Теленка должны зарезать к субботе, ради праздника. В тексте появляется целый набор аллюзий: на Акедат Ицхак (библейское повествование о несостоявшемся жертвоприношении Исаака), где роль Исаака парадоксальным образом играет теленок; на пасхальную песенку Хад Гадья (в которой помимо несчастного козленка есть еще один общий персонаж — резник); на рассказ из Талмуда о теленке, которого вели на бойню и он искал защиты у мудреца, но не обрел ее. Для читателей Фейерберга все эти необходимые компоненты образного строя рассказа были абсолютно прозрачны, все эти образы стреляли и точно попадали в цель.
Мальчик в другом рассказе Фейерберга, “Тени” (1898), восклицает: “Блажен ты, Израиль!”, “Блажен тот, кто возьмет и ударит этими листами о камень, чтобы сбросить с них вековую пыль!..”. Это что, речь ребенка? Да, это речь ребенка, причем вовсе не специально натасканного вундеркинда, а нормального еврейского мальчика, учившегося в хедере, знающего наизусть множество текстов, свободно владеющего и достаточно искусно манипулирующего набором библейских клише. Кстати, второе восклицание — перифраз знаменитых “Рек вавилонских”.
В рассказе Ицхока Лейбуша Переца “Три дара” речь идет о духовных дарах праведности. Рассказ завершается словами: “Автор └Урим ве-тумим” сказал: └Дары замечательные, красивые, но бесполезные””. Смысл этой фразы, придающей повествованию завершающую отделку, остается внятен только тому, кому известен и неназванный автор, и книга, причем не понаслышке.
Каким образом может это понять неспециализированный русский читатель? Никаким. Между тем в концептуальной статье этот контекст начисто отсутствует.
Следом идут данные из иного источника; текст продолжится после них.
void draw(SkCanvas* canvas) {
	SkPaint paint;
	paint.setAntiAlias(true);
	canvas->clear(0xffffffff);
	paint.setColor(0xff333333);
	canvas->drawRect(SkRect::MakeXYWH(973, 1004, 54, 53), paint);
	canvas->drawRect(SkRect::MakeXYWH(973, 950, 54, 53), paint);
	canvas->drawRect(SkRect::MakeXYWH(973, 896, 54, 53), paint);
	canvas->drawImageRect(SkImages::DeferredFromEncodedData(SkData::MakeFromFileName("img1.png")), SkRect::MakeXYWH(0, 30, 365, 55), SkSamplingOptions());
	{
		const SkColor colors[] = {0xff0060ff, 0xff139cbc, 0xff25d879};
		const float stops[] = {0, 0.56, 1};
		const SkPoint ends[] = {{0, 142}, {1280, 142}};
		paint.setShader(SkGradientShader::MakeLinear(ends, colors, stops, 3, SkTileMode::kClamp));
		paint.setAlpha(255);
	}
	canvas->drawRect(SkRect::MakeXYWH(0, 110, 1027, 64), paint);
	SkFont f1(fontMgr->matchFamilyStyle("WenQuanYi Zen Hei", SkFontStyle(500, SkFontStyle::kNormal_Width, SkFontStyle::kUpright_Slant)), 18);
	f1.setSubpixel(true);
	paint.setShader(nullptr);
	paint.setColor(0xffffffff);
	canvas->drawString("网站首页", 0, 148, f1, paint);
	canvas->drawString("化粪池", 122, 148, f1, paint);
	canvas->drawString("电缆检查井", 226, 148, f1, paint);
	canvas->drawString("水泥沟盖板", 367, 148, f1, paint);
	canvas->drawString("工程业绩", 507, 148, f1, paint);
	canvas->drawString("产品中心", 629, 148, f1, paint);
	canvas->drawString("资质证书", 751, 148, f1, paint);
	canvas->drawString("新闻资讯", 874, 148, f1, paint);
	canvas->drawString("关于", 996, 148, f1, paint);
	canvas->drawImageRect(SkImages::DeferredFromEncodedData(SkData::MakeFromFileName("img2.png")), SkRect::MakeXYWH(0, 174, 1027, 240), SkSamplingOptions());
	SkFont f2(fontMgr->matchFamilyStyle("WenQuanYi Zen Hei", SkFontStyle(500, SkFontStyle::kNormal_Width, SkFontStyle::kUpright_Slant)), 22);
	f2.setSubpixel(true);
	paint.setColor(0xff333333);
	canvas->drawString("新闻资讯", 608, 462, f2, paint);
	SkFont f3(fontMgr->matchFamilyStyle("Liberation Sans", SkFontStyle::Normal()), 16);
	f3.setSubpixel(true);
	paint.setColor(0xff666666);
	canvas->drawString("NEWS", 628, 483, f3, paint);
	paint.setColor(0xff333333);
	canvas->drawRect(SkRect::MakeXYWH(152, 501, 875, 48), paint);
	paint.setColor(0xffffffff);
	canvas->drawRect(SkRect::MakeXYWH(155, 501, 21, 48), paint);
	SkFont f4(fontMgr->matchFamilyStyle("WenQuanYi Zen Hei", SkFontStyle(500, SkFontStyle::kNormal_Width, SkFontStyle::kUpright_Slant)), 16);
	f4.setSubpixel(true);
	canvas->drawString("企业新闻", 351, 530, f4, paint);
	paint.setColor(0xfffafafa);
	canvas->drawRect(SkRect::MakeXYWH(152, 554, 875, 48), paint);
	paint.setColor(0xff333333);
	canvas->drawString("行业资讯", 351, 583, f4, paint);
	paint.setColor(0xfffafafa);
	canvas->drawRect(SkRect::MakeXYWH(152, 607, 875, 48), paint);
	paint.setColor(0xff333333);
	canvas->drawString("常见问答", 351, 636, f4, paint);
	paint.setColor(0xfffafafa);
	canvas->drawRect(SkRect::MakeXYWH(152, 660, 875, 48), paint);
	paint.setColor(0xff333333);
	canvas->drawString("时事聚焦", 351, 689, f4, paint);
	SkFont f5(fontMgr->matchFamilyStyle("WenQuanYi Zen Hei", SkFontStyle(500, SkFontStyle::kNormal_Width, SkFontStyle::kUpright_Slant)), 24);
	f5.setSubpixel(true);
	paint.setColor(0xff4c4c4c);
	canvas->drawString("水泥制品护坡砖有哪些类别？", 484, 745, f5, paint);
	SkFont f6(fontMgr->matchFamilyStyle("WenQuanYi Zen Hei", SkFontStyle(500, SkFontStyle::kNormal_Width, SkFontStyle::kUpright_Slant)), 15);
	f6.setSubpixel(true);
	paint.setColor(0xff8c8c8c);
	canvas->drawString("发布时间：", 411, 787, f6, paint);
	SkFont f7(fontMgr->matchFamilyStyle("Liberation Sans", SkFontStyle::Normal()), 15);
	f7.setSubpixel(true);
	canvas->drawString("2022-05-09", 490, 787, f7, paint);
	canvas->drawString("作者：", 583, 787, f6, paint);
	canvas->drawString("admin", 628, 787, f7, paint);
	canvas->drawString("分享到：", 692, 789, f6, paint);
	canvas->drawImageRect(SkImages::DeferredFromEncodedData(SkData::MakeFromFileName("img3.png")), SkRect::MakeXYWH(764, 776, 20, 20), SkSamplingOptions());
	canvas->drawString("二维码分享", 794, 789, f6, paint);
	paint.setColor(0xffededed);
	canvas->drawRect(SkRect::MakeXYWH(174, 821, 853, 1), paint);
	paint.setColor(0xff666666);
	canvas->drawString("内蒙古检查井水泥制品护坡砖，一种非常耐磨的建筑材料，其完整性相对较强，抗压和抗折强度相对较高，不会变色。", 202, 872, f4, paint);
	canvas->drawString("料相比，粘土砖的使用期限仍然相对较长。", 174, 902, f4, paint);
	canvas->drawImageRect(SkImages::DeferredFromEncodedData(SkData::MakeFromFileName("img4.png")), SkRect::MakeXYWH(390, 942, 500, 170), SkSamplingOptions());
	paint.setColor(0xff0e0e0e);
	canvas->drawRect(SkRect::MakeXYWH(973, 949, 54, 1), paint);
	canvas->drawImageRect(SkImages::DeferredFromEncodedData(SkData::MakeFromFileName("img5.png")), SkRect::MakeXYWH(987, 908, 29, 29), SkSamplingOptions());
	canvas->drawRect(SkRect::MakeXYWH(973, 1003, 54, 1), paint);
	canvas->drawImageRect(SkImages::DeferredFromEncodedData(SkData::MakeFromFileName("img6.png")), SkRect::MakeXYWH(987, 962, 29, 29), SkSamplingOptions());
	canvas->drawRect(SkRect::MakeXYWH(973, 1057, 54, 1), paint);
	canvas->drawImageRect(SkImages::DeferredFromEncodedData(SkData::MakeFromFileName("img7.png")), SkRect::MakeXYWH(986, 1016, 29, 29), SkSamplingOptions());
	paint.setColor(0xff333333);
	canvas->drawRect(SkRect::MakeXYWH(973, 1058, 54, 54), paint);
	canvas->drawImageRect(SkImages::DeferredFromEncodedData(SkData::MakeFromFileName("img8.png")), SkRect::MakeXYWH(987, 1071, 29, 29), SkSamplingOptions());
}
Хамуталь Бар-Йосеф информирует читателя о том, что “Отцы и дети” — “известный роман Тургенева”. Она также сообщает, что кардинальный вопрос русской культуры последнего десятилетия прошлого века: “Что принесет избавление русскому народу — социалистическая революция или духовно-мистическое обновление?” Сей пассаж следовало бы оставить для внутриизраильского употребления и не переводить с иврита — уж во всяком случае, не переводить на русский. Лучше бы Хамуталь Бар-Йосеф рассказывала о других материях.
По всей видимости, для антологии, которая обладает таким потенциалом новизны, была бы желательна несколько иная структура. Каждого автора следовало бы предварить отдельной краткой биографической и литературоведческой статьей и сопроводить кратким же комментарием культурных реалий, важных для понимания текста и заведомо недоступных читателю без объяснения (примечания и глоссарий Зои Копельман имеют минималистский характер и решают эти задачи только отчасти). Все это позволило бы разгрузить вступительную статью от тем, которые все равно проговариваются в ней мимоходом и по касательной.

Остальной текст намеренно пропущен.